- [WHAT YOU ARE ASKED TO DO]
Below are records that should be duplicated exactly, with no image retained.

Collected data entries:
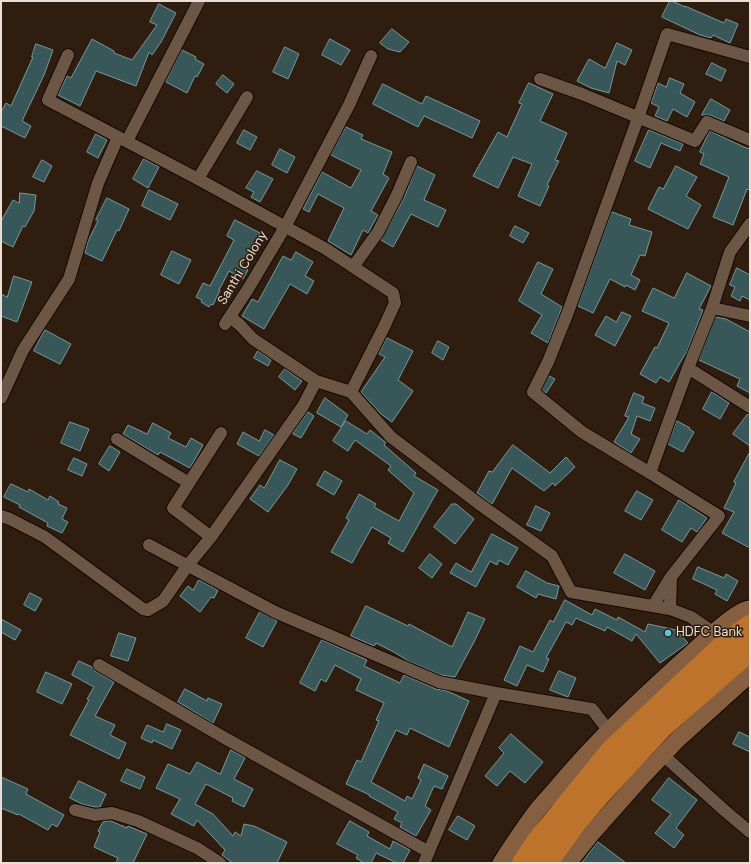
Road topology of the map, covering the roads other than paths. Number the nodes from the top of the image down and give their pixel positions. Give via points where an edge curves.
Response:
1 (199, 1) edge
2 (68, 55) dead end
3 (371, 56) dead end
4 (750, 57) edge
5 (540, 79) dead end
6 (247, 97) dead end
7 (638, 118) junction
8 (122, 139) junction
9 (750, 140) edge
10 (411, 162) dead end
11 (198, 179) junction
12 (750, 224) edge
13 (285, 227) junction
14 (353, 267) junction
15 (712, 308) junction
16 (750, 316) edge
17 (688, 368) junction
18 (316, 381) junction
19 (351, 392) junction
20 (1, 398) edge
21 (750, 407) edge
22 (221, 433) dead end
23 (117, 439) dead end
24 (650, 473) junction
25 (189, 483) junction
26 (1, 516) edge
27 (211, 537) junction
28 (149, 545) dead end
29 (188, 565) junction
30 (671, 577) junction
31 (653, 606) junction
32 (670, 609) junction
33 (750, 609) edge
34 (750, 626) edge
35 (714, 633) junction
36 (750, 650) edge
37 (100, 665) dead end
38 (750, 674) edge
39 (496, 693) junction
40 (608, 730) junction
41 (663, 755) junction
42 (75, 810) dead end
43 (750, 832) edge
44 (426, 858) edge
45 (220, 863) edge
46 (501, 863) edge
47 (523, 863) edge
48 (546, 863) edge
49 (568, 863) edge

1 - 8 street
2 - 8 street via 48,100
3 - 13 street, Santhi Colony via 349,105
4 - 7 street via 667,34
5 - 7 street
6 - 11 street
7 - 9 street via 695,141 707,122
7 - 24 street via 568,312 533,392 582,432
8 - 11 street
8 - 20 street via 98,182 69,279 23,350
10 - 14 street via 378,232
11 - 13 street
12 - 15 street via 730,252
13 - 14 street
13 - 18 street, Santhi Colony via 228,320 240,325 253,339
14 - 19 street via 393,293 395,303
15 - 16 street
15 - 17 street
17 - 21 street
17 - 24 street
18 - 19 street
18 - 27 street via 303,406
19 - 31 street via 391,436 552,556 571,592
22 - 25 street
23 - 25 street
24 - 30 street via 719,516
25 - 27 street via 173,508
26 - 29 street via 45,537 143,609 148,610 163,601
27 - 29 street
28 - 29 street
29 - 39 street via 276,612 439,682
30 - 31 street
30 - 32 street
31 - 32 street
32 - 35 street via 692,617
33 - 35 street via 734,616
34 - 47 highway via 725,644 611,751
35 - 40 street
36 - 48 highway via 662,728 599,795
37 - 44 street
38 - 41 street
39 - 40 street via 592,709
39 - 44 street
40 - 46 street via 530,819
41 - 43 street
41 - 49 street
42 - 45 street via 95,815 112,813 138,821 197,848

- [SOLUTION BELOW]
Road topology of the map, covering the roads other than paths. Number the nodes from the top of the image down and give their pixel positions. Give via points where an edge curves.
Response:
1 (199, 1) edge
2 (68, 55) dead end
3 (371, 56) dead end
4 (750, 57) edge
5 (540, 79) dead end
6 (247, 97) dead end
7 (638, 118) junction
8 (122, 139) junction
9 (750, 140) edge
10 (411, 162) dead end
11 (198, 179) junction
12 (750, 224) edge
13 (285, 227) junction
14 (353, 267) junction
15 (712, 308) junction
16 (750, 316) edge
17 (688, 368) junction
18 (316, 381) junction
19 (351, 392) junction
20 (1, 398) edge
21 (750, 407) edge
22 (221, 433) dead end
23 (117, 439) dead end
24 (650, 473) junction
25 (189, 483) junction
26 (1, 516) edge
27 (211, 537) junction
28 (149, 545) dead end
29 (188, 565) junction
30 (671, 577) junction
31 (653, 606) junction
32 (670, 609) junction
33 (750, 609) edge
34 (750, 626) edge
35 (714, 633) junction
36 (750, 650) edge
37 (100, 665) dead end
38 (750, 674) edge
39 (496, 693) junction
40 (608, 730) junction
41 (663, 755) junction
42 (75, 810) dead end
43 (750, 832) edge
44 (426, 858) edge
45 (220, 863) edge
46 (501, 863) edge
47 (523, 863) edge
48 (546, 863) edge
49 (568, 863) edge

1 - 8 street
2 - 8 street via 48,100
3 - 13 street, Santhi Colony via 349,105
4 - 7 street via 667,34
5 - 7 street
6 - 11 street
7 - 9 street via 695,141 707,122
7 - 24 street via 568,312 533,392 582,432
8 - 11 street
8 - 20 street via 98,182 69,279 23,350
10 - 14 street via 378,232
11 - 13 street
12 - 15 street via 730,252
13 - 14 street
13 - 18 street, Santhi Colony via 228,320 240,325 253,339
14 - 19 street via 393,293 395,303
15 - 16 street
15 - 17 street
17 - 21 street
17 - 24 street
18 - 19 street
18 - 27 street via 303,406
19 - 31 street via 391,436 552,556 571,592
22 - 25 street
23 - 25 street
24 - 30 street via 719,516
25 - 27 street via 173,508
26 - 29 street via 45,537 143,609 148,610 163,601
27 - 29 street
28 - 29 street
29 - 39 street via 276,612 439,682
30 - 31 street
30 - 32 street
31 - 32 street
32 - 35 street via 692,617
33 - 35 street via 734,616
34 - 47 highway via 725,644 611,751
35 - 40 street
36 - 48 highway via 662,728 599,795
37 - 44 street
38 - 41 street
39 - 40 street via 592,709
39 - 44 street
40 - 46 street via 530,819
41 - 43 street
41 - 49 street
42 - 45 street via 95,815 112,813 138,821 197,848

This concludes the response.